Anybody ever get the feeling that the youth vote is so unreliable because Dems consistently nominate candidates with minimal youth appeal?  

I mean, Al Gore, John Kerry, and Hillary Clinton didn't exactly inspire the youth.

Turnout in Nevada and NH was better than 2008, and NH had also passed a law since 2016 making voting in NH more difficult for college students.  

I had a very strong reaction to this initially, so I sat on it to mull over.   I ended up more frustrated.  Not with you but this attitude.

Fuck them and the horse they couldn’t bother to ride to the polls on.

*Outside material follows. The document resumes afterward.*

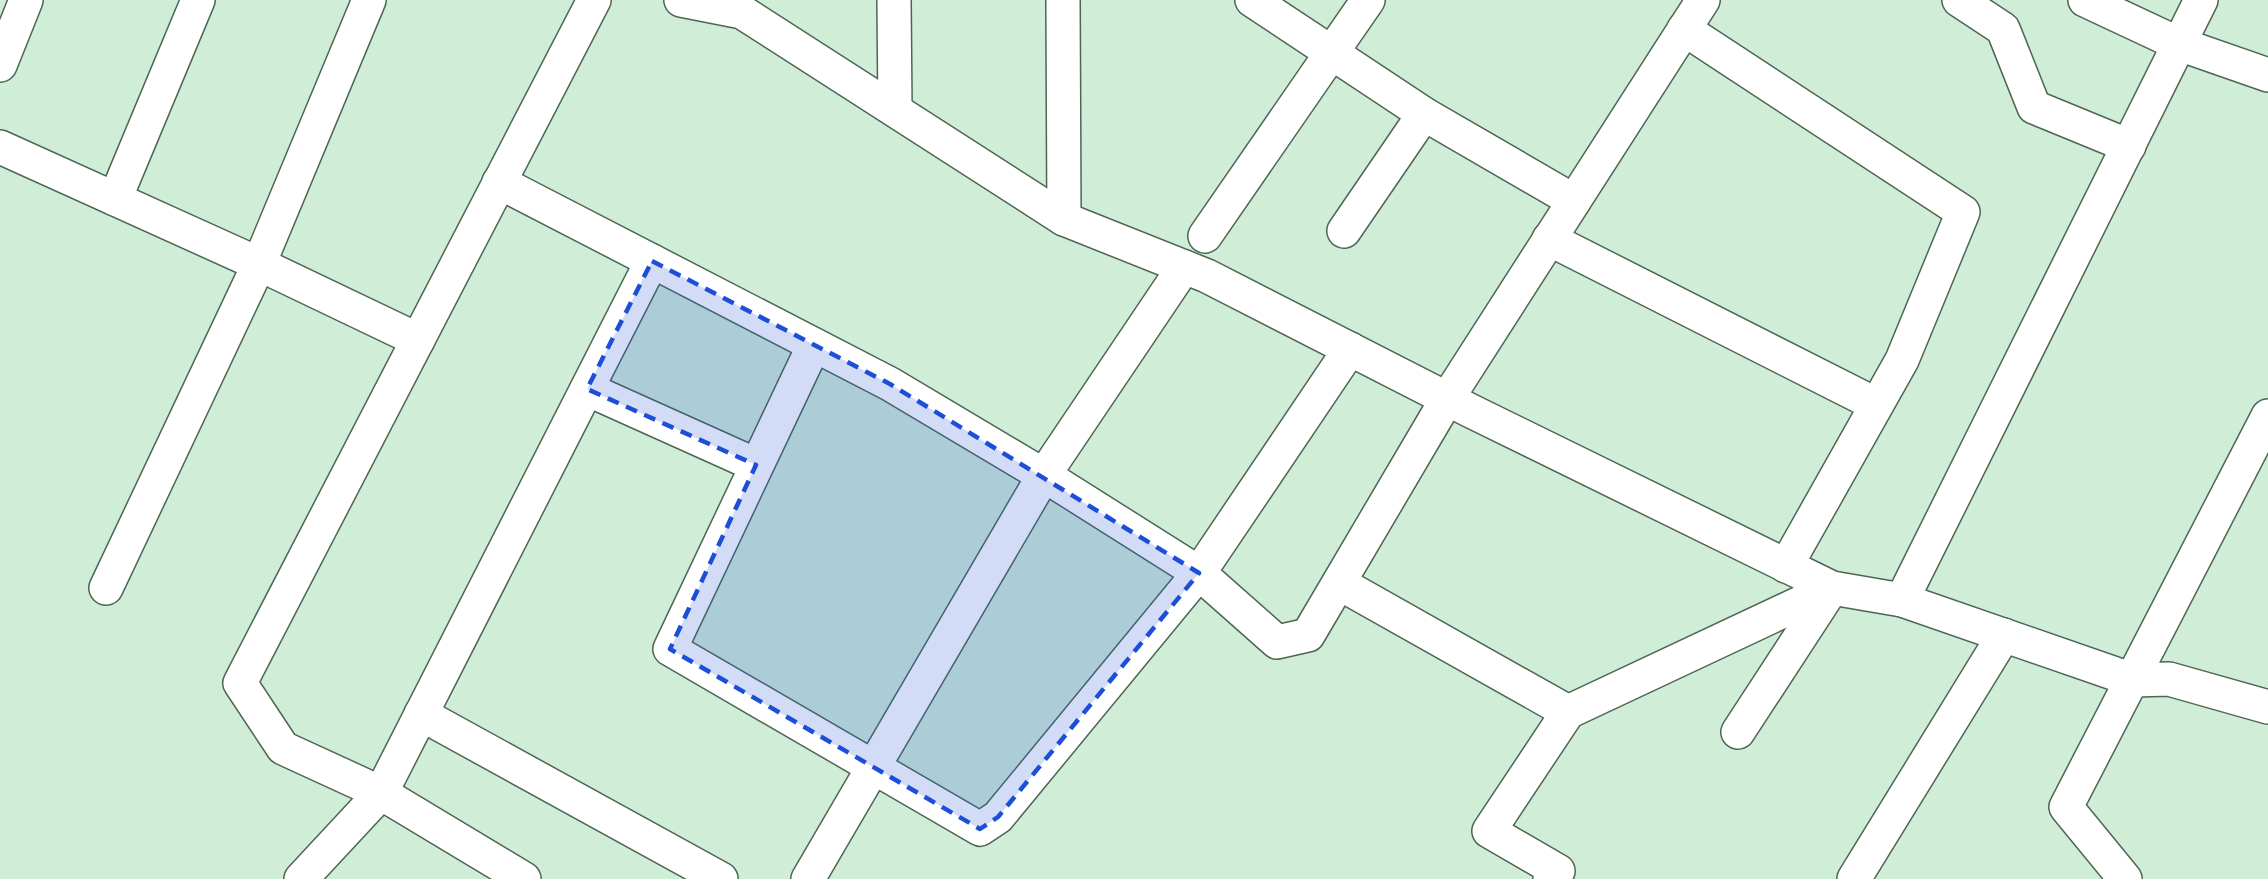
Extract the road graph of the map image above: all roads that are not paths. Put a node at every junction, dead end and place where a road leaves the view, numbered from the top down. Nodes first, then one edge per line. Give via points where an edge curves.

For those without structural barriers to voting who have chosen not to because of candidates’ lack of youth appeal, they are kind of reaping what they’ve sown, and dragging a number of us down with them.   I don’t think this is so much a candidate problem as much as it is a youth problem.   Idk if it’s a failure to understand the cause and effect of how voting is the tool to produce certain outcomes or what, but I’m more frustrated than sympathetic to the choice not to vote due to a lack of sublime inspiration.  Which I say as someone who had Kerry for my inaugural vote.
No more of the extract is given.